Des torches et des fourches
Vous souvenez-vous des vieux films de Frankenstein qui passaient le vendredi à minuit au canal 10 ?
Quelle que fût la version diffusée (une version en noir et blanc avec Boris Karloff ou une version en technicolor avec Peter Cushing), au milieu du film, on avait toujours droit à la même scène : des paysans hystériques vêtus comme les musiciens d’un orchestre bavarois partaient à la recherche du monstre en brandissant des torches et des fourches.
Eh bien, ces paysans, c’est nous.
Et le monstre, c’est n’importe quel individu pris dans une controverse.
LA CHASSE À L’HOMME
C’est toujours la même chose.
Quelqu’un dit que quelqu’un aurait commis un acte répréhensible.
Peut-être une agression. Peut-être un viol. Peut-être du harcèlement psychologique. Peut-être une fraude.
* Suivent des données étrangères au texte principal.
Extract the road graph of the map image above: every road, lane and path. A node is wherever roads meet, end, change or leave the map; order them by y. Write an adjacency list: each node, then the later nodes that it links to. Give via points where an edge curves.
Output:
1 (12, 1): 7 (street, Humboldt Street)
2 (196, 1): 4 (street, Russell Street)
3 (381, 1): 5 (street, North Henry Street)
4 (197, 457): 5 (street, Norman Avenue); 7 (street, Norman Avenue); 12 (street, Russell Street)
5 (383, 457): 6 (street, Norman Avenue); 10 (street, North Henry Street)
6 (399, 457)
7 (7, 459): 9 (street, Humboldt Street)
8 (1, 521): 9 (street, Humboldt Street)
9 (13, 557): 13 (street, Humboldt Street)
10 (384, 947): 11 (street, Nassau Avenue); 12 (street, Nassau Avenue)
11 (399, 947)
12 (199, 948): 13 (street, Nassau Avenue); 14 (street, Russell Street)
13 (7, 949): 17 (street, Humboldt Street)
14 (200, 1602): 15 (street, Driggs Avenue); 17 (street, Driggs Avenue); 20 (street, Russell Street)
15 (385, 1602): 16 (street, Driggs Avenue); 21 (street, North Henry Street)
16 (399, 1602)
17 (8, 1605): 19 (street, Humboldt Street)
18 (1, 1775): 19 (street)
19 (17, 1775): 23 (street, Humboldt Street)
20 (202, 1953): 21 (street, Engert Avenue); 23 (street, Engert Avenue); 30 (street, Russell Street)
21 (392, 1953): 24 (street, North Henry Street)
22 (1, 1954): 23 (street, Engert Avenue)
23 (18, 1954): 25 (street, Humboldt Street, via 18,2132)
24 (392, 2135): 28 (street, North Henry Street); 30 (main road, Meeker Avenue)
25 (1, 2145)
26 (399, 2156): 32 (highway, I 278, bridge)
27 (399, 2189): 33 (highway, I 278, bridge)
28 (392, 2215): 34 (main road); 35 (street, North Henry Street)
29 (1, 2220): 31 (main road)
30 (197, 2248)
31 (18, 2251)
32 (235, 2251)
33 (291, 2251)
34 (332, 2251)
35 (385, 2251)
Peut-être une tentative de soudoiement, qui sait ?
Ça ne fait pas deux minutes que la nouvelle circule sur internet que les paysans empoignent leur fourche, allument leur torche et se rassemblent sur la place publique du village en criant.
« On veut une Commission ! », dit l’un.
« On veut une démission ! », hurle l’autre.
Tout de suite, c’est le branle-bas de combat.
On lâche les chiens, on fouille les sous-bois, on met le feu à la moindre cabane que l’on trouve sur son chemin…
Le docteur Frankenstein a beau supplier d’attendre, dire à la plèbe en délire que la bête n’est peut-être pas aussi maline qu’on le croit, rien n’y fait : la meute est partie, et n’arrêtera pas tant qu’elle n’aura pas décapité le monstre.
LA TERREUR
Actuellement, le monstre, c’est Jean-Marc Fournier.
Avant, c’était Sam Hamad, Jian Ghomeshi ou Gerry Sklavounos.
Il fut un temps où l’on attendait que des accusations soient portées et qu’un verdict soit prononcé pour envoyer un individu au bûcher.
Aujourd’hui, il suffit d’une simple allégation pour qu’on te mette la corde au cou et qu’on ouvre la trappe. On est à l’ère de #ontecroit. Plus besoin d’avoir de preuves pour condamner un citoyen : quelqu’un a dit que quelqu’un lui a dit que… ? C’est assez. De toute façon, quand on est du côté du Bien, les faits sont superfétatoires. Pourquoi s’embarrasser de la vérité quand on incarne la Vérité ?
Allez, hop ! sortez le suspect de la charrette qu’on lui tranche la tête.
Nous sommes à l’ère de la transparence, après tout. On veut du pur, du clair, du propre, du beau, du bien astiqué et du bien frotté.
Un soupçon jette de l’ombre sur ta cage de verre ? Vite, au poteau !
On ne fait pas d’omelette sans casser des oeufs. Faut ce qu’il faut pour épurer le système.
Qu’importe si on brise des assiettes dans le processus, l’important est de laver le plus de vaisselle possible.
LA GRANDE NOIRCEUR
Plus on avance, plus on recule. On cesse de vacciner les enfants. On soigne des cancers avec du jus. On enseigne la religion à l’école. On interdit les débats d’idées dans les universités. On enferme les communautés culturelles dans des ghettos idéologiques. On condamne des individus sans faire de procès. Et on appelle ça le progrès ? Wow. J’appelle plutôt ça le retour de la grande noirceur.
La haine de la science et le mépris des institutions.